= TASK INPUT =
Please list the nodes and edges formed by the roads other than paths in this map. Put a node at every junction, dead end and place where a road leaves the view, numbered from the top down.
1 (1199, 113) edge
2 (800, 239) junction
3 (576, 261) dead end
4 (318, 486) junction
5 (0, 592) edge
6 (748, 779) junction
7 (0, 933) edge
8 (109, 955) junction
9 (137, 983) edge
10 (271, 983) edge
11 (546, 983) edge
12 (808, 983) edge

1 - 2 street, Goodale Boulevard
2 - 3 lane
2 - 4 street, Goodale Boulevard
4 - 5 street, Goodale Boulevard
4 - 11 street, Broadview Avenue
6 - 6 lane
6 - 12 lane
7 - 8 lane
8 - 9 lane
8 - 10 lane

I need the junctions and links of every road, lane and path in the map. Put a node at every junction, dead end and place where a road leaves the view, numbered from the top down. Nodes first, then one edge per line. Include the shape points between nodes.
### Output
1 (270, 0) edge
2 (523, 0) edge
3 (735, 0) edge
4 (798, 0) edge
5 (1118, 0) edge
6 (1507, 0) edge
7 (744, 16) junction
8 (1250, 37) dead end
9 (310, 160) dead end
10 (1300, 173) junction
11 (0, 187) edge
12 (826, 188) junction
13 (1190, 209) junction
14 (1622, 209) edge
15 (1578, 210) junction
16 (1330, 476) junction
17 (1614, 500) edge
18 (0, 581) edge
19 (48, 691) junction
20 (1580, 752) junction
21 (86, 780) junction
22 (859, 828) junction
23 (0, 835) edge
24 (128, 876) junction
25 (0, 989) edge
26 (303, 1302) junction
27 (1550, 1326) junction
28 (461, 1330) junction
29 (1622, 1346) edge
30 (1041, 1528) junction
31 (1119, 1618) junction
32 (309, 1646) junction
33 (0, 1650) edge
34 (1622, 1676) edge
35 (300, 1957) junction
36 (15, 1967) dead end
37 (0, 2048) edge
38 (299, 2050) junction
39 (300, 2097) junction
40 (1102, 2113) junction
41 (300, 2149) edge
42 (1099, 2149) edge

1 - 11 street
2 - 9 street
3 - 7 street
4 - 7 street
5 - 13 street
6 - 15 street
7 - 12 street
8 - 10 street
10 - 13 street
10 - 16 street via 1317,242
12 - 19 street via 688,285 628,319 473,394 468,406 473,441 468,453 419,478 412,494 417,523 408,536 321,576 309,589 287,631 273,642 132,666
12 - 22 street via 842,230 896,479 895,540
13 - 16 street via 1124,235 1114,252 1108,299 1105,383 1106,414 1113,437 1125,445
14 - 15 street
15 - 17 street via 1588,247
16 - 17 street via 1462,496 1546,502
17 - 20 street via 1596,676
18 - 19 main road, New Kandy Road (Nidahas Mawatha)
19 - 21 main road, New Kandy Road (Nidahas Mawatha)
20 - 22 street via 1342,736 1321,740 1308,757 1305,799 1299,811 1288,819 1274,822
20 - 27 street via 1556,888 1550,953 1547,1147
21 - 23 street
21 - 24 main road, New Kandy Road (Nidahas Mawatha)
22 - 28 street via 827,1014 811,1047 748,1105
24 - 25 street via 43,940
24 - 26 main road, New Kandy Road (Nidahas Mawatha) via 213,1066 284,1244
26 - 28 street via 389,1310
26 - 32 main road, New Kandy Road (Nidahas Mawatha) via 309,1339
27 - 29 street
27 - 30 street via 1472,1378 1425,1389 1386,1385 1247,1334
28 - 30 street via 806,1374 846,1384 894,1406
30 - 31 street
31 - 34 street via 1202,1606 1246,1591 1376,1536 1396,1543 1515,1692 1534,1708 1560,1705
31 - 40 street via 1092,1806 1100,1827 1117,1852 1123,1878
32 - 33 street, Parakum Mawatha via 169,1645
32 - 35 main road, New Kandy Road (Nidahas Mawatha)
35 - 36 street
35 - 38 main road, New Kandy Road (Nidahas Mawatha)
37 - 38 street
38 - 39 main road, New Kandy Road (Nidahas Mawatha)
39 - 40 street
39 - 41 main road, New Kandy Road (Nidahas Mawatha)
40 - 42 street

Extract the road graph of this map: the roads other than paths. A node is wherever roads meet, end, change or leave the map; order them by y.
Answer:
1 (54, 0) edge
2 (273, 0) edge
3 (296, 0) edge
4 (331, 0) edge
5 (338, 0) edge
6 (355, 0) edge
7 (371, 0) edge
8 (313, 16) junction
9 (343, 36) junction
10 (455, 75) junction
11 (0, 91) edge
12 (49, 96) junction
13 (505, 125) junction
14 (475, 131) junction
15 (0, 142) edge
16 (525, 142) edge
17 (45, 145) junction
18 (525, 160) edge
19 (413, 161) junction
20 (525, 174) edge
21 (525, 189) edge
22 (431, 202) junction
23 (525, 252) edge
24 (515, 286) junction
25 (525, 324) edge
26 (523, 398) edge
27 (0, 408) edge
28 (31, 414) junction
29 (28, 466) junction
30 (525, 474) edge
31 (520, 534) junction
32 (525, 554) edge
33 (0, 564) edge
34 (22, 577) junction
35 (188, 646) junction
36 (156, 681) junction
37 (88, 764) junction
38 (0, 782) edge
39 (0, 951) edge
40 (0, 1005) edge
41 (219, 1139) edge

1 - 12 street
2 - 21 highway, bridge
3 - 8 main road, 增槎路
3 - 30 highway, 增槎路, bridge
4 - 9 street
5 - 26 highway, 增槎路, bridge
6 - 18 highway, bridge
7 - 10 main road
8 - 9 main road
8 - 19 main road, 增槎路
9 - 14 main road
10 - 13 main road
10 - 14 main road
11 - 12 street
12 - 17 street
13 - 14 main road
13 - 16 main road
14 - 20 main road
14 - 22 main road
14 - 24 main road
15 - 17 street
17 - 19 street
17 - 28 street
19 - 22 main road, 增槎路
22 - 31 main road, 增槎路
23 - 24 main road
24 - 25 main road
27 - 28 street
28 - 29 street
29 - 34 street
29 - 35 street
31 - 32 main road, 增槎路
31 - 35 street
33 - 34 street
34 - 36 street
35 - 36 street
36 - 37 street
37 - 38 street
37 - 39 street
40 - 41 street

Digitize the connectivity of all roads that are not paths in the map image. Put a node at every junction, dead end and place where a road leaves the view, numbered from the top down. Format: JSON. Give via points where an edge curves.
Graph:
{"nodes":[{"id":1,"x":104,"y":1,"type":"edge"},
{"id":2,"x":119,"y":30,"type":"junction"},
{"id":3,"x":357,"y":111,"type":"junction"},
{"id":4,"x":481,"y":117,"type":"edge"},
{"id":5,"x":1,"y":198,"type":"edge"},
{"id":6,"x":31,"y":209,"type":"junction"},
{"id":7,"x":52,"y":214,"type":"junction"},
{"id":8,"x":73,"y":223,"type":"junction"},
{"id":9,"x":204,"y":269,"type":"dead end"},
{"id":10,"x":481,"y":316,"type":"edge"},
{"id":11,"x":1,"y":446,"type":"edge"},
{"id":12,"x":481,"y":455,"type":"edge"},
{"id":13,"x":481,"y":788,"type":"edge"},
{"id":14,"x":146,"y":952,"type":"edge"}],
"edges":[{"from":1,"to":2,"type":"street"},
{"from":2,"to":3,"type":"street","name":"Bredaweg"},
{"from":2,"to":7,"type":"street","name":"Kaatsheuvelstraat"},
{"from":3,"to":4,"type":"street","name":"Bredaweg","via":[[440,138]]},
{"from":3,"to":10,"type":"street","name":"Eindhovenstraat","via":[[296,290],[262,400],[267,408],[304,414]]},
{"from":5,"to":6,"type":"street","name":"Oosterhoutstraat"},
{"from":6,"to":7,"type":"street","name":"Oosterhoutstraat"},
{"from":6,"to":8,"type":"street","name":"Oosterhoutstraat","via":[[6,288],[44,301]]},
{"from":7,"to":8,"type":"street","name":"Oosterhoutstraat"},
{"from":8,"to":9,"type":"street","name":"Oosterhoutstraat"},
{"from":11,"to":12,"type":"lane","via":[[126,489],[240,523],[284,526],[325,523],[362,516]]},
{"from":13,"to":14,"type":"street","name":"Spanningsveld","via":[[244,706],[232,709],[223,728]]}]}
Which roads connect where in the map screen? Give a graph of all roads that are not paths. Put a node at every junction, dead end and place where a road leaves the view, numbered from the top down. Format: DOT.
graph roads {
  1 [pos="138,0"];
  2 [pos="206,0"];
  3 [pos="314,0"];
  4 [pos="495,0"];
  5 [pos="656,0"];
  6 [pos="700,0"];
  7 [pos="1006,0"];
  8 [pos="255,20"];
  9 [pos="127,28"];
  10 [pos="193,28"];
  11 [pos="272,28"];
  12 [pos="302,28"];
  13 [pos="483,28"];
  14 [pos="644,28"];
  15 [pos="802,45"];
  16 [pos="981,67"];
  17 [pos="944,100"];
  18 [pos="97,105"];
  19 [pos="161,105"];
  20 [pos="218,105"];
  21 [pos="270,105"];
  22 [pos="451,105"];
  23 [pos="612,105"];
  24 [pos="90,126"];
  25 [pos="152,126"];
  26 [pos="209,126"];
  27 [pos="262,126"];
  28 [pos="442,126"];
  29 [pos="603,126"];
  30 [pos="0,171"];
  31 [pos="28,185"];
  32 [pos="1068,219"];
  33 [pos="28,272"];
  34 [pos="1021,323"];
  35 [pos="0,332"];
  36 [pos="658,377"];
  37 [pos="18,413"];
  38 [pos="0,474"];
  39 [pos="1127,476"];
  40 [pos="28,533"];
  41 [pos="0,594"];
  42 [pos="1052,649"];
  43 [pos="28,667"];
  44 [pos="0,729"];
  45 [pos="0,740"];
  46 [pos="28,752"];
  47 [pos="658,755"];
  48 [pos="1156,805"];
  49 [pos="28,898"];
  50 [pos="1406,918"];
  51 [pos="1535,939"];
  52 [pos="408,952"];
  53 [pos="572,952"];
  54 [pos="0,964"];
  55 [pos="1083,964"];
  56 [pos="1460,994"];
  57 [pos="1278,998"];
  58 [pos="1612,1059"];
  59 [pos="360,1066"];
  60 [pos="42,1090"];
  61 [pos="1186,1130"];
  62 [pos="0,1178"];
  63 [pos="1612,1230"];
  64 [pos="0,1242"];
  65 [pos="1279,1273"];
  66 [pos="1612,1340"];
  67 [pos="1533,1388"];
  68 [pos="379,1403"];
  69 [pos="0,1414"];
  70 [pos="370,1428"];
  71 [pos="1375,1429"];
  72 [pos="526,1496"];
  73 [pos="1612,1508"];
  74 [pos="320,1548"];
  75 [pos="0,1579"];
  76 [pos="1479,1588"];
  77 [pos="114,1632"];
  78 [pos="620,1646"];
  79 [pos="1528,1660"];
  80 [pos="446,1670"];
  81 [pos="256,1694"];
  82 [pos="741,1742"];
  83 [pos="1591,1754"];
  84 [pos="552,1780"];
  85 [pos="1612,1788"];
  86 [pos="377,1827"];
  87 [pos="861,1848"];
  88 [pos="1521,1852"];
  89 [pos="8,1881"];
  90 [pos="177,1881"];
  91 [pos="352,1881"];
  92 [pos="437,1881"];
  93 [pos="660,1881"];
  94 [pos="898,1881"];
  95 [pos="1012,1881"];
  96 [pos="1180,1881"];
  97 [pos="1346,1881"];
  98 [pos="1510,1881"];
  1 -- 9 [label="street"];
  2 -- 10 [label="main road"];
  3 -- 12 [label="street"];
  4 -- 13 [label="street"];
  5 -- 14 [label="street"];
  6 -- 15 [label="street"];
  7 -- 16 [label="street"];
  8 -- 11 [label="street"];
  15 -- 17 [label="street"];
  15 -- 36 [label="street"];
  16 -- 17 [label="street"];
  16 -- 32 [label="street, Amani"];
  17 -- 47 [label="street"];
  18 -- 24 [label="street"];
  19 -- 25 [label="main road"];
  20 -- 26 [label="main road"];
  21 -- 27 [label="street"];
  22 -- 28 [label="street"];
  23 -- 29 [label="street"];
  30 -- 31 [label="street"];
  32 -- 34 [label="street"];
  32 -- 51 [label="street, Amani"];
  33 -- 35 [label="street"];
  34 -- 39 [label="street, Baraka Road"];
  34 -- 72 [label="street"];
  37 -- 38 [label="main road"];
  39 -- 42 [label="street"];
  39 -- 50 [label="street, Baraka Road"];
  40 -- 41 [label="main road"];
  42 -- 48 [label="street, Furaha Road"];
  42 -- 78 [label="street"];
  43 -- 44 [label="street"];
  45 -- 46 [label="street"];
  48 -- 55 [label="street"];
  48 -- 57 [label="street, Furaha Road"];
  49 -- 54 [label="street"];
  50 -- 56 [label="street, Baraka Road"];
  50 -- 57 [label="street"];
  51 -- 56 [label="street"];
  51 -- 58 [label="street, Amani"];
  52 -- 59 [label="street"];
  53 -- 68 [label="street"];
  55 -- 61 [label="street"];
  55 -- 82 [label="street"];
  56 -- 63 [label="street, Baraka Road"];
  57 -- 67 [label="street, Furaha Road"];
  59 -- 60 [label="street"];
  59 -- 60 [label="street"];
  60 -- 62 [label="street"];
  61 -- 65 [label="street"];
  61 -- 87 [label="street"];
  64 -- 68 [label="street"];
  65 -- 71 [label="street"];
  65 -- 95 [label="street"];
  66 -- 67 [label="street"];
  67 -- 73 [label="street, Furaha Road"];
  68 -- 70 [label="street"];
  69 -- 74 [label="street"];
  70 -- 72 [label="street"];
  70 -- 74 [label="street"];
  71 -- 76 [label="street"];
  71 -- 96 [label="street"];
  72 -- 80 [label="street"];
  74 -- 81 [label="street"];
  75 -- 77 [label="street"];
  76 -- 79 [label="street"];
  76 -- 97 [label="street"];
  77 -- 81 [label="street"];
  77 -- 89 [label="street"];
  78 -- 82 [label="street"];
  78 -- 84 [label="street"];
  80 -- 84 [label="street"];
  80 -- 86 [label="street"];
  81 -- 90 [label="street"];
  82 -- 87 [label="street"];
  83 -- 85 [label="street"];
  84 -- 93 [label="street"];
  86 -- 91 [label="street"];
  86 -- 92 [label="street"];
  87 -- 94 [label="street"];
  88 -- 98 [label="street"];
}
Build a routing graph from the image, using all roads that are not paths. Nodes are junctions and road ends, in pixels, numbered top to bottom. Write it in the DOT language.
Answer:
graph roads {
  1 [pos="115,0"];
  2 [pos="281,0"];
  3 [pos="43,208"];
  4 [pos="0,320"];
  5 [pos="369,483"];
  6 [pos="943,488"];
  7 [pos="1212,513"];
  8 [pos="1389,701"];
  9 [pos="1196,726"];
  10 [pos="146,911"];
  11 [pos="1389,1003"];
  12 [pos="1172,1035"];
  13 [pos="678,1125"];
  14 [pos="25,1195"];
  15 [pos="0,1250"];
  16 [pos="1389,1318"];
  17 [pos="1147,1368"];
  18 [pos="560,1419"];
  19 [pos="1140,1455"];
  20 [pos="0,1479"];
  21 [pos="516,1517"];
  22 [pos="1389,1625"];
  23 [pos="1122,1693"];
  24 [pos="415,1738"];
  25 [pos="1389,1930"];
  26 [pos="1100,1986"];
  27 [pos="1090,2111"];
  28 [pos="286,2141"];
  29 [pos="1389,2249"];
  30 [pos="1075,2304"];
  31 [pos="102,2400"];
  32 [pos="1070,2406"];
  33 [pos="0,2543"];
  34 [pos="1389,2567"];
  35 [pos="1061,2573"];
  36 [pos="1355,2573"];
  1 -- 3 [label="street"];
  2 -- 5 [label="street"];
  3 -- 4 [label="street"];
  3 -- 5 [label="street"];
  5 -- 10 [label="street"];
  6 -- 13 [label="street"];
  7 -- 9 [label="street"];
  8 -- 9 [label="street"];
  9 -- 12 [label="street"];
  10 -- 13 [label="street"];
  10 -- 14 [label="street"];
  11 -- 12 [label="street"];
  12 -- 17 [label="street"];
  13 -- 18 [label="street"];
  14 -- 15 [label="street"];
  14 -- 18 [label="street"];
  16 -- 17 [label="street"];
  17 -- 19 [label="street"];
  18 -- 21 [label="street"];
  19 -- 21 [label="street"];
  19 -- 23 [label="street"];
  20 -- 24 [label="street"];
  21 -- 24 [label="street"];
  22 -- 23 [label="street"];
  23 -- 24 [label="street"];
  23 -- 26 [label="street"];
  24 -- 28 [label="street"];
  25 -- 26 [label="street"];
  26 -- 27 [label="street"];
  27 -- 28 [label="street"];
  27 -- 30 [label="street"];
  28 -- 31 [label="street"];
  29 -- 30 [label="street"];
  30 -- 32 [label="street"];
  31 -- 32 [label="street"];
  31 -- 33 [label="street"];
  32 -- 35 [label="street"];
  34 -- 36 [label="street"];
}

= EXERCISE INSTRUCTIONS =
Print exactly the lines above, between the one holding "Extract the road" and the one holding "Digitize the connectivity", inclusive, and nothing besides.

= SOLUTION FOR THIS EXERCISE =
Extract the road graph of this map: the roads other than paths. A node is wherever roads meet, end, change or leave the map; order them by y.
Answer:
1 (54, 0) edge
2 (273, 0) edge
3 (296, 0) edge
4 (331, 0) edge
5 (338, 0) edge
6 (355, 0) edge
7 (371, 0) edge
8 (313, 16) junction
9 (343, 36) junction
10 (455, 75) junction
11 (0, 91) edge
12 (49, 96) junction
13 (505, 125) junction
14 (475, 131) junction
15 (0, 142) edge
16 (525, 142) edge
17 (45, 145) junction
18 (525, 160) edge
19 (413, 161) junction
20 (525, 174) edge
21 (525, 189) edge
22 (431, 202) junction
23 (525, 252) edge
24 (515, 286) junction
25 (525, 324) edge
26 (523, 398) edge
27 (0, 408) edge
28 (31, 414) junction
29 (28, 466) junction
30 (525, 474) edge
31 (520, 534) junction
32 (525, 554) edge
33 (0, 564) edge
34 (22, 577) junction
35 (188, 646) junction
36 (156, 681) junction
37 (88, 764) junction
38 (0, 782) edge
39 (0, 951) edge
40 (0, 1005) edge
41 (219, 1139) edge

1 - 12 street
2 - 21 highway, bridge
3 - 8 main road, 增槎路
3 - 30 highway, 增槎路, bridge
4 - 9 street
5 - 26 highway, 增槎路, bridge
6 - 18 highway, bridge
7 - 10 main road
8 - 9 main road
8 - 19 main road, 增槎路
9 - 14 main road
10 - 13 main road
10 - 14 main road
11 - 12 street
12 - 17 street
13 - 14 main road
13 - 16 main road
14 - 20 main road
14 - 22 main road
14 - 24 main road
15 - 17 street
17 - 19 street
17 - 28 street
19 - 22 main road, 增槎路
22 - 31 main road, 增槎路
23 - 24 main road
24 - 25 main road
27 - 28 street
28 - 29 street
29 - 34 street
29 - 35 street
31 - 32 main road, 增槎路
31 - 35 street
33 - 34 street
34 - 36 street
35 - 36 street
36 - 37 street
37 - 38 street
37 - 39 street
40 - 41 street

Digitize the connectivity of all roads that are not paths in the map image. Put a node at every junction, dead end and place where a road leaves the view, numbered from the top down. Format: JSON. Give via points where an edge curves.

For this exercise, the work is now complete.